Where Are You?
Posted on: 1/18/2011
“Caruthers, it’s a winner! Your product development team has outdone itself. Consolidated Widgetronics will leapfrog to the top of consumers’ shopping lists everywhere. Good work!”
“But it’s an empty box, sir.”
“Exactly! That’s the stuff, Caruthers!”
One of the more pertinent points of Breakthrough: A Seven Step System for Developing Unexpected and Profitable Ideas by Paul Kurnit, a marketing expect and professor, and Steve Lance, an award-winning copywriter and creative director (AMACOM; amacombooks.org), comes well into this guidebook that lays out, step-by-step, how to bring an innovation to market. In fact, in the context of what precedes and follows, it may be the single most important thing in the book for someone in product development who is thinking about innovation needs to take into account.
The fundamental premise of the book that that you have to come up with a Big Idea, a breakthrough idea, something that will garner new audiences, new customers, and new sales: “It can be a brand-new product or service, a line extension, a related product—in fact, it can be just about anything.” This is something that is sufficiently different from what has come before to make a difference, a profitable difference. As Kurnit and Lance appropriately put it, “Offer what everyone expects and the business opportunity will be just that: expected—and likely, small and unimpressive.”
Consider the situation that General Motors has been facing. Here was a company that with few exceptions (e.g., the Corvette) was pretty much putting out cars and trucks that were pretty much like they had always been and which were pretty much what was on offer by all of the other full-line vehicle manufacturers. Then everything went to hell in a hand basket, and they went to Federal Bankruptcy Court.
So what did GM management need to do? Simply take advantage of the relief of their debt obligations, loan guarantees, and renegotiated contracts and continue to churn out vehicles like they had been doing? That would have been one approach.
Instead, they have made it very clear to anyone who will listen and to even those who don’t that GM is the company that is offering the Chevrolet Volt, the world’s first extended-range electric vehicle. Who cares if Volt production will be a comparatively meager 25,000 units in 2011 (e.g., that’s about on par with the number of Buick Lucernes that were sold in 2010, and it’s not like there are all that many people who even know that car exists)?

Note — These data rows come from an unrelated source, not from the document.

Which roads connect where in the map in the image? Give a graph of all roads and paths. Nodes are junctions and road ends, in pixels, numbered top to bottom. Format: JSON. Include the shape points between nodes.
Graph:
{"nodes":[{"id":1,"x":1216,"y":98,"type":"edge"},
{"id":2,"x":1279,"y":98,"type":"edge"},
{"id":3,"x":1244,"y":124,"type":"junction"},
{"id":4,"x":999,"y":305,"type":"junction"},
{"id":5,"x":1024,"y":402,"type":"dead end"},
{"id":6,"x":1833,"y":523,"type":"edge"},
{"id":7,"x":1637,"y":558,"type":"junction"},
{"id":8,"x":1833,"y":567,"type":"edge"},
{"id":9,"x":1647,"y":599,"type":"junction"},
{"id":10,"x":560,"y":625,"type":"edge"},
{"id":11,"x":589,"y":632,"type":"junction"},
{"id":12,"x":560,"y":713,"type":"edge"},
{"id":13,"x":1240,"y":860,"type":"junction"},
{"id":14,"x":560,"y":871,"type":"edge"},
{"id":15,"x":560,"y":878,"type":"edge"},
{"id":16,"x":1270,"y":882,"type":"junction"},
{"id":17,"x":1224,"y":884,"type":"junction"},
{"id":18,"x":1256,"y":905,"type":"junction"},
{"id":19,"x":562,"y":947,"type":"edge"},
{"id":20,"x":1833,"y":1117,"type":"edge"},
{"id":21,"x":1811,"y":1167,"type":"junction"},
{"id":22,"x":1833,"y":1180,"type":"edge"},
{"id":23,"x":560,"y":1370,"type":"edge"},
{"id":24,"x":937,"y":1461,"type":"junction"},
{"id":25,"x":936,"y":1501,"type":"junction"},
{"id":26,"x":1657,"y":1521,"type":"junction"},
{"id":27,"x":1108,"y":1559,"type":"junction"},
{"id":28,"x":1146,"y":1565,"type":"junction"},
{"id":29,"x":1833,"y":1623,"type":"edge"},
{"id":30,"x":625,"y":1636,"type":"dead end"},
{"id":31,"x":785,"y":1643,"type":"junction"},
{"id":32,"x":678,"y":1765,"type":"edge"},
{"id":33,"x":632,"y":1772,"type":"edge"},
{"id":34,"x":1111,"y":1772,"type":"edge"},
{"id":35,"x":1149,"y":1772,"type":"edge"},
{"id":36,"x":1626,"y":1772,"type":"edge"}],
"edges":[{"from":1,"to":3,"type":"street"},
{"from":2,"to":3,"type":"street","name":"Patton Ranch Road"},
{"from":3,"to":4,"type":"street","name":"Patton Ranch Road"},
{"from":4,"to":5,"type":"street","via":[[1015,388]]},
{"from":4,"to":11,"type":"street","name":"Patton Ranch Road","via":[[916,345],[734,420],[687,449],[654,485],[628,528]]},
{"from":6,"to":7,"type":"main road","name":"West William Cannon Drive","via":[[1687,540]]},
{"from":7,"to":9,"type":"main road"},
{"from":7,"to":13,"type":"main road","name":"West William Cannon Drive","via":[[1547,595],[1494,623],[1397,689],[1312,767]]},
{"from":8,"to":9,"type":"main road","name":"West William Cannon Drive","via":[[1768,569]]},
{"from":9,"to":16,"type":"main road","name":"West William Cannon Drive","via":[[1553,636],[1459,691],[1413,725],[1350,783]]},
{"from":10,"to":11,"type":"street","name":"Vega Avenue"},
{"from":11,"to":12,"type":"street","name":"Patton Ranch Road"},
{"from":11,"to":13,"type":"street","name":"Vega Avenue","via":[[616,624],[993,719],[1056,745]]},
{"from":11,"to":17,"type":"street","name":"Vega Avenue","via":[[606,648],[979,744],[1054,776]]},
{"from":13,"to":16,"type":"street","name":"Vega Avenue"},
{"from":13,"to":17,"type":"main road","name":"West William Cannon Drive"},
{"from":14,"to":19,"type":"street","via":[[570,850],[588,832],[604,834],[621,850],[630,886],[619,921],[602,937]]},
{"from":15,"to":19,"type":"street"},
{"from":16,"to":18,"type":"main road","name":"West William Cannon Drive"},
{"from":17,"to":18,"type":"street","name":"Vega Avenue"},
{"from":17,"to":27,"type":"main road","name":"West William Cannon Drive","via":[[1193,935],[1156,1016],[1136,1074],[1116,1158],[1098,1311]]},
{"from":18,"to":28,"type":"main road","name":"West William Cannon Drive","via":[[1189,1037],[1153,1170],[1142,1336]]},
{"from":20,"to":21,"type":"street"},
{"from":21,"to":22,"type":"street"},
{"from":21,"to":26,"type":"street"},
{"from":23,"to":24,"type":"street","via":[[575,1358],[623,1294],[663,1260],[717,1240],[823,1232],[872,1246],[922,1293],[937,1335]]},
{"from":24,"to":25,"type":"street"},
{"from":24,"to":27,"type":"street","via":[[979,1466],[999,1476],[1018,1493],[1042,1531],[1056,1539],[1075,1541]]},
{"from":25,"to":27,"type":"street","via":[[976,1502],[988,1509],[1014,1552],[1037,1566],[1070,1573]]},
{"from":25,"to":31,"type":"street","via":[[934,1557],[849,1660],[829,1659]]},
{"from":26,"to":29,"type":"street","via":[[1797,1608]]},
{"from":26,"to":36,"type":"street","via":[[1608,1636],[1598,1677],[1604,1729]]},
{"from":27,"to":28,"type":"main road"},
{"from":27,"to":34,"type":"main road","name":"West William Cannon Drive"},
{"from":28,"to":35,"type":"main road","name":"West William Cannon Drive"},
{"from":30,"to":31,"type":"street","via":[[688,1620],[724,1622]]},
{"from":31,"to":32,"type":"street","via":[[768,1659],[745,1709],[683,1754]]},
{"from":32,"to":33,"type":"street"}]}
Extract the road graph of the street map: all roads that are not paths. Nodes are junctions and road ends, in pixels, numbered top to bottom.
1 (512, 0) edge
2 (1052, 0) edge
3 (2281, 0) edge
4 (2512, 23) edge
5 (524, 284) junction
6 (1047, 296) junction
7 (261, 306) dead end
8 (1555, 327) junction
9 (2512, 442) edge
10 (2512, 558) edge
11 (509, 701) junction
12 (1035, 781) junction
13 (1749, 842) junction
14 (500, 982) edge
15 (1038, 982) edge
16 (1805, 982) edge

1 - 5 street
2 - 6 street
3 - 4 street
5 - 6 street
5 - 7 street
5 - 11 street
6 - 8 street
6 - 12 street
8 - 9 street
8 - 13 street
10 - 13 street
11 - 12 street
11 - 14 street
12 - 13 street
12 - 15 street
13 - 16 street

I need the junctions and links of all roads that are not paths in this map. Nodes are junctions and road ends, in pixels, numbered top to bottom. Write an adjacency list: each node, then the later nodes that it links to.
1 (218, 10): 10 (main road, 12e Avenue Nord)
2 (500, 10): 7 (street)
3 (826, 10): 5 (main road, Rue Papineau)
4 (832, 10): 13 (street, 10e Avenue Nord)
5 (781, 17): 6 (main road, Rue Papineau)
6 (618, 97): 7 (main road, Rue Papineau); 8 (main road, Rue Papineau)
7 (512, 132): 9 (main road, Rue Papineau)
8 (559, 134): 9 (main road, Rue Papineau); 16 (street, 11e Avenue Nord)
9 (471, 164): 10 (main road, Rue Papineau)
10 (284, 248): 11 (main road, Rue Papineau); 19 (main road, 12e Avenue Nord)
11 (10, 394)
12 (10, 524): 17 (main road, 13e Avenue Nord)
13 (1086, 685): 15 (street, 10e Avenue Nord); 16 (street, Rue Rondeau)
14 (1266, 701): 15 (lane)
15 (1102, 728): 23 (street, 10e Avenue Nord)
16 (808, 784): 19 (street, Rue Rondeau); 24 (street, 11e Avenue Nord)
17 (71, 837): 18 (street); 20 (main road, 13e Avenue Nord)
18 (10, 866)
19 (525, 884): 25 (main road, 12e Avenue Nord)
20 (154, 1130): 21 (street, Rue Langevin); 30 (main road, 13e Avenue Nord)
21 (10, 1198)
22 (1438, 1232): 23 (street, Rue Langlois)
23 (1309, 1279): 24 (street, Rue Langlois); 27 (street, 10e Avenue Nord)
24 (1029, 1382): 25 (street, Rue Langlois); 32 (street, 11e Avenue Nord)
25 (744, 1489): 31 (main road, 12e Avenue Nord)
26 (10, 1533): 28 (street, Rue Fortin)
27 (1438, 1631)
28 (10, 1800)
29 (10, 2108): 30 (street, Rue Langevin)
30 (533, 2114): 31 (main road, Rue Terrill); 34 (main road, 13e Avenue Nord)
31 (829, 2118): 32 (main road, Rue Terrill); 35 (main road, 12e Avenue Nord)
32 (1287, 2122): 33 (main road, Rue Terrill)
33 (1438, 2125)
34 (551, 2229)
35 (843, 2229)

The point is that GM has a Big Idea, something that isn’t expected from a company that has long gone without making the sorts of innovations that were part and parcel of making it a successful and innovative company back in the first half of the 20th century. They have something sufficiently different and noteworthy, something that sets GM apart from other companies.
And arguably, there will be a halo effect that will cause those who think about a car to actually think about GM (“If those guys are smart enough to come up with something like the Volt, that Cruze/Malibu/Regal/CTS/Whatever is probably pretty darn good, too.”). In other words, they are making the rest of their lineup—vastly improved though it may be—more desirable because they are willing to do something unexpected.
Part of GM’s change and its drive to put innovation on the front burner did include replacing most of its top management, but that’s a story for another day. But it is germane to the point here.
The passage in question comes a little more than halfway through the book. At this point, you have convinced management that it would be a good idea to set up a process to generate Big Ideas. Great, right?
But here’s the first shoe dropping: “Just because you’ve sold them on the idea of a Big Idea process doesn’t’ mean they’re willing to risk much.”
And here’s not the second shoe dropping but a good kick in the rear: “[Y]ou know, realistically, whether you work for a company that would approve an idea like iTunes (a complete leap outside the traditional parameters for a computer company), or would be happy if you came up with a king-size box.”
If you’re set on creating the next iTunes-like whatever and you’re working for a company that has management that is perfectly happy with the “likely, small and unimpressive,” then no matter how resounding the rhetoric about their belief in the importance of innovative product development may be, you’re still going to be back with the boxes.
Know where you are. You may be surprised.